From: Monty H. Brekke (mhbrekke@iastate.edu)
Date: 07/28/92


From: mhbrekke@iastate.edu (Monty H. Brekke)
Subject: Rebooting and bad cache
Date: Wed, 29 Jul 1992 03:16:59 GMT

Has anyone else received a bad cache memory error after rebooting Linux?
Every time I reboot, my BIOS tells me that my cache memory is bad, and that
I should disable it. This message comes up just before the Shoelace menu
appears and only after I have rebotted from Linux. Rebooting from DOS does
not seem to produce this error.
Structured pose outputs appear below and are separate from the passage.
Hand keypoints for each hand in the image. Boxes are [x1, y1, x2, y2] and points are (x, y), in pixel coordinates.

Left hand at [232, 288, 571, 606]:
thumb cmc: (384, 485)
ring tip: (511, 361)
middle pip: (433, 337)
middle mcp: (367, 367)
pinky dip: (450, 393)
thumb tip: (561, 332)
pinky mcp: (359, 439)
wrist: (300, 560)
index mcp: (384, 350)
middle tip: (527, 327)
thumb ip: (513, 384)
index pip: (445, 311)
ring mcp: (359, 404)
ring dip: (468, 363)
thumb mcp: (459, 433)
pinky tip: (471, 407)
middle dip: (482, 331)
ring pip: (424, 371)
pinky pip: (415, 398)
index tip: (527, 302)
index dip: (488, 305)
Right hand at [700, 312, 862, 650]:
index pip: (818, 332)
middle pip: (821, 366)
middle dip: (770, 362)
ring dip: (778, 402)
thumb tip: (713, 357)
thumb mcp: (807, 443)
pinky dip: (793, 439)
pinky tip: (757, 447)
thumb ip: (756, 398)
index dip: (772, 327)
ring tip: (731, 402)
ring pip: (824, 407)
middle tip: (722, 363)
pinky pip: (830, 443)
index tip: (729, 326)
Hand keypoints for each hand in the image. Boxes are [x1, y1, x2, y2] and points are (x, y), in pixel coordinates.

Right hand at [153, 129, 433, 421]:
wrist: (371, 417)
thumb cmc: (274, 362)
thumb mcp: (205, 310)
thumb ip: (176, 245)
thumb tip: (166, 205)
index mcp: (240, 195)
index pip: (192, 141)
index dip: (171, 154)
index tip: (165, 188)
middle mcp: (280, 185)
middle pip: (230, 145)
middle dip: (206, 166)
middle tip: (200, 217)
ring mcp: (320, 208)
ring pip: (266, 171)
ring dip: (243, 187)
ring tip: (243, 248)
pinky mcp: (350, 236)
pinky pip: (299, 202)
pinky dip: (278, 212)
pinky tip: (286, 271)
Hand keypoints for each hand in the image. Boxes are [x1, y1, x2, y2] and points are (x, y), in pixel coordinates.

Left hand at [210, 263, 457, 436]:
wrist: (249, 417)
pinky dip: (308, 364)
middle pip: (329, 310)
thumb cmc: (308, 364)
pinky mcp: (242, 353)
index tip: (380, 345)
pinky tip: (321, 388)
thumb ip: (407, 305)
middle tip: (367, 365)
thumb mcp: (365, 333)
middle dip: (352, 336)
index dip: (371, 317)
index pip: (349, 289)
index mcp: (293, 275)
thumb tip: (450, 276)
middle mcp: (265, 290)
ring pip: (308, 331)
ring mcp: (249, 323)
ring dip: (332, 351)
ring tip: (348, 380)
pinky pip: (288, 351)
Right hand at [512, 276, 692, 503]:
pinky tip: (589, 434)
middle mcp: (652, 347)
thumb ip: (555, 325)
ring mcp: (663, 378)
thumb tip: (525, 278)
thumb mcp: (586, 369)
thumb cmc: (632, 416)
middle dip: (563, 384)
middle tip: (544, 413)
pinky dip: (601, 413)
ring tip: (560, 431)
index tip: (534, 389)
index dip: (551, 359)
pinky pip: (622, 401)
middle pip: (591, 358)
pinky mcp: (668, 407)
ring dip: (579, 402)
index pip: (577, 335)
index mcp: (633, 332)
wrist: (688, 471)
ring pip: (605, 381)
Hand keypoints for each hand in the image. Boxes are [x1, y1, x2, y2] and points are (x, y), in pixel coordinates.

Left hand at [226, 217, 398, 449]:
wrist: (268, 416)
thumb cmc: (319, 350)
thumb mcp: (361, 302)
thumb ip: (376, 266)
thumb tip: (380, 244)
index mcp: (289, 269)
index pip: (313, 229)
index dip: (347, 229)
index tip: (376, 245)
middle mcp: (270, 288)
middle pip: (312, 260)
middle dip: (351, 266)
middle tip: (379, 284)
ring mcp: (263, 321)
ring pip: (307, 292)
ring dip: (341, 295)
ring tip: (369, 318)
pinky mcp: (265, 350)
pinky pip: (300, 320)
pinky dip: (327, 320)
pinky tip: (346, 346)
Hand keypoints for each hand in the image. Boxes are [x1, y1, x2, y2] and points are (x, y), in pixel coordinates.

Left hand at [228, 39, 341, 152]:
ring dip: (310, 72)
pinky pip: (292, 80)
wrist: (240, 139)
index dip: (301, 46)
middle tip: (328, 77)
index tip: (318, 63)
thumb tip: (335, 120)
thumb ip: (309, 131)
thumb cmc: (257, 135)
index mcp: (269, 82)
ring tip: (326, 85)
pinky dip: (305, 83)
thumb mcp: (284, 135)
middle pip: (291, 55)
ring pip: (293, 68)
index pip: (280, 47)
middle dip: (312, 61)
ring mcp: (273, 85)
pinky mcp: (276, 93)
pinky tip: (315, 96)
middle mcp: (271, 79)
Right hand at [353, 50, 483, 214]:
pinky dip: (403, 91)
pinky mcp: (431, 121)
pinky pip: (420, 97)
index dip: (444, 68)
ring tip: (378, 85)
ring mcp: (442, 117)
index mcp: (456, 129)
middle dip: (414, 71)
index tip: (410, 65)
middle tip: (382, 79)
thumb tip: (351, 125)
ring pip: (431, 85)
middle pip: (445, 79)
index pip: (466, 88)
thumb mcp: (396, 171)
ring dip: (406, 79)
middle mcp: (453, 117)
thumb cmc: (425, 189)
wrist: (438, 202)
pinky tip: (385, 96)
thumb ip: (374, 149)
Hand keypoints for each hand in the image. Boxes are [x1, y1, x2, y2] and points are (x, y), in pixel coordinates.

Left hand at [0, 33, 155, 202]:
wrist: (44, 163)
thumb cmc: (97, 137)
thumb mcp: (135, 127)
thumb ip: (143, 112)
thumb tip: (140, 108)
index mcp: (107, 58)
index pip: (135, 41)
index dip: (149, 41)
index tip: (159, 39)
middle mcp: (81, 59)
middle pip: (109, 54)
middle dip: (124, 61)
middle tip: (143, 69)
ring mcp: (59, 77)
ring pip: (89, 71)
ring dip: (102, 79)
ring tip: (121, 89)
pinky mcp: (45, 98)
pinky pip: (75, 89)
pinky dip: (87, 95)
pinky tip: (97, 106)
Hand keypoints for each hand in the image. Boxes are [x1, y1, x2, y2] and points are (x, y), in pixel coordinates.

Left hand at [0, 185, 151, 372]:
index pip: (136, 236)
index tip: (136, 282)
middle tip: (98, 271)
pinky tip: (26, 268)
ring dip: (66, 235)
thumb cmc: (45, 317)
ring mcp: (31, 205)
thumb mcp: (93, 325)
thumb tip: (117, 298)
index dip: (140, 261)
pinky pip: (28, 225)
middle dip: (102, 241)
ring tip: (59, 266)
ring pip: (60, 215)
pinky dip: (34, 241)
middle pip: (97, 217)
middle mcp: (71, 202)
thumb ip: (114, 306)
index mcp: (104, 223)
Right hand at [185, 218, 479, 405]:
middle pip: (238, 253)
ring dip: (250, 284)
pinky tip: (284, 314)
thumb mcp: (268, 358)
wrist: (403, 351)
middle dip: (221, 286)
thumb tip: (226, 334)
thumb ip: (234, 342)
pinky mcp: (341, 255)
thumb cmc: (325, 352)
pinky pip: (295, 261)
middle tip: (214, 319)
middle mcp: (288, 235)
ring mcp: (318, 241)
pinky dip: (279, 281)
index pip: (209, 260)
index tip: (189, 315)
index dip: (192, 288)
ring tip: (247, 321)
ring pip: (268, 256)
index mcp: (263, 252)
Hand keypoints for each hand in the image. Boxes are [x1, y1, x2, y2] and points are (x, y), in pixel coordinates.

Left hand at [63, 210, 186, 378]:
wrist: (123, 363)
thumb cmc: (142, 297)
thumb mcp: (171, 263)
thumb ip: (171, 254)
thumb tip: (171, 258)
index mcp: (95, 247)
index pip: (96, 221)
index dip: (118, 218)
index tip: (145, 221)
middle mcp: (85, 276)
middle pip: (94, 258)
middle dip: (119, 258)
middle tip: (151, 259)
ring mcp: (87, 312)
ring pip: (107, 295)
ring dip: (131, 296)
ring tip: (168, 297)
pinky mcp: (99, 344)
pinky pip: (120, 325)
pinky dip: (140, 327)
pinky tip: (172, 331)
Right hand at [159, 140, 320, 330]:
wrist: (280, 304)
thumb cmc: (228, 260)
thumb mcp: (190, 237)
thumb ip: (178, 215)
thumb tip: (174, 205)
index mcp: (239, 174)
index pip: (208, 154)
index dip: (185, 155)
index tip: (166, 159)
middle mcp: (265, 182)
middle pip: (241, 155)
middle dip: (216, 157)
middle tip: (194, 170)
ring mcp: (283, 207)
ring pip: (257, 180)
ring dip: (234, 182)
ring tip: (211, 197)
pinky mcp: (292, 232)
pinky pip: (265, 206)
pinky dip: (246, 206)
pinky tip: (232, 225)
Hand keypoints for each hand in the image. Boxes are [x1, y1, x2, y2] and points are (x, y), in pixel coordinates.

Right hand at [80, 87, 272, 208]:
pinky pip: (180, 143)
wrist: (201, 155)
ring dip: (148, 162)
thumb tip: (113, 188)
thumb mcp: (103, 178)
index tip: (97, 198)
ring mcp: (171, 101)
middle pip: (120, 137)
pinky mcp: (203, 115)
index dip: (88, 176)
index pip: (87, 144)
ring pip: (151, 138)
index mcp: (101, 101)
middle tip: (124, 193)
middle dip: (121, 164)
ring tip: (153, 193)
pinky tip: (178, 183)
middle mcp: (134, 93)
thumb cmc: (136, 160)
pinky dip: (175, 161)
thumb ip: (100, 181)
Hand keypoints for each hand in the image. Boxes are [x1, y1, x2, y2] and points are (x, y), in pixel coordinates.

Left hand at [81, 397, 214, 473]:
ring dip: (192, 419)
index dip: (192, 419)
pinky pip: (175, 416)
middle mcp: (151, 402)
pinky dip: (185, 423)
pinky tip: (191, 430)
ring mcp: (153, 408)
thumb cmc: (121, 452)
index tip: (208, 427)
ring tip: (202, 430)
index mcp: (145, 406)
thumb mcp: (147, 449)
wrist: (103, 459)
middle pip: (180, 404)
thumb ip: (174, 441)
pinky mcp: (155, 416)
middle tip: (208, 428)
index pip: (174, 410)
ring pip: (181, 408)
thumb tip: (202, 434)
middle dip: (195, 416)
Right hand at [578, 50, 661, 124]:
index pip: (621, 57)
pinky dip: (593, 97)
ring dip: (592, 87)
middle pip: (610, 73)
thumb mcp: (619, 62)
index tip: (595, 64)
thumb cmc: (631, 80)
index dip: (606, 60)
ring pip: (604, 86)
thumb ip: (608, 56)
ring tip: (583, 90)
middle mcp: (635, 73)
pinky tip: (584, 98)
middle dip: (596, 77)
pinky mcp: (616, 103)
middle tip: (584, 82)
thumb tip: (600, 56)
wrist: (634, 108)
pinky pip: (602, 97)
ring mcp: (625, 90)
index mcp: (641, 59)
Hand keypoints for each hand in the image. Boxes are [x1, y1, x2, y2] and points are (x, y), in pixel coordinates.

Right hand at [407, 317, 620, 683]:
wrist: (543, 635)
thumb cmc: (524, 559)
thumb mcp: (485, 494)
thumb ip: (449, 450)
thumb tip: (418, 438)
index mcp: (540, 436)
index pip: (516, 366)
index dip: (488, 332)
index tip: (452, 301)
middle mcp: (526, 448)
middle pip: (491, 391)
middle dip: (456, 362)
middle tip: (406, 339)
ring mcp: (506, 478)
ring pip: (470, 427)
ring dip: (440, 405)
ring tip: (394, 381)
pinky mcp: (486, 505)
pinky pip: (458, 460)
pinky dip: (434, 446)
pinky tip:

Also, if I shutdown and then C-A-D instead of
typing reboot, the error does not appear. Disabling the external cache seems
to fix the problem.

My system configuration is as follows:

486-33
AMI BIOS/OPTi chipset
256K external cache
16MB memory
1.44MB 3.5 inch floppy drive on /dev/fd0
1.2MB 5 inch floppy drive on /dev/fd1
Quantum 244MB hard drive partitioned as follows:
        ~100MB DOS partition on /dev/hda1
        ~64MB Linux root partition on /dev/hda2
        ~50MB Linux partition on /dev/hda3, mounted as /home
        ~20MB Linux swap partition on /dev/hda4
Colorado Memory Systems 250MB tape drive

Any help would be greatly appreciated. Thanks in advance.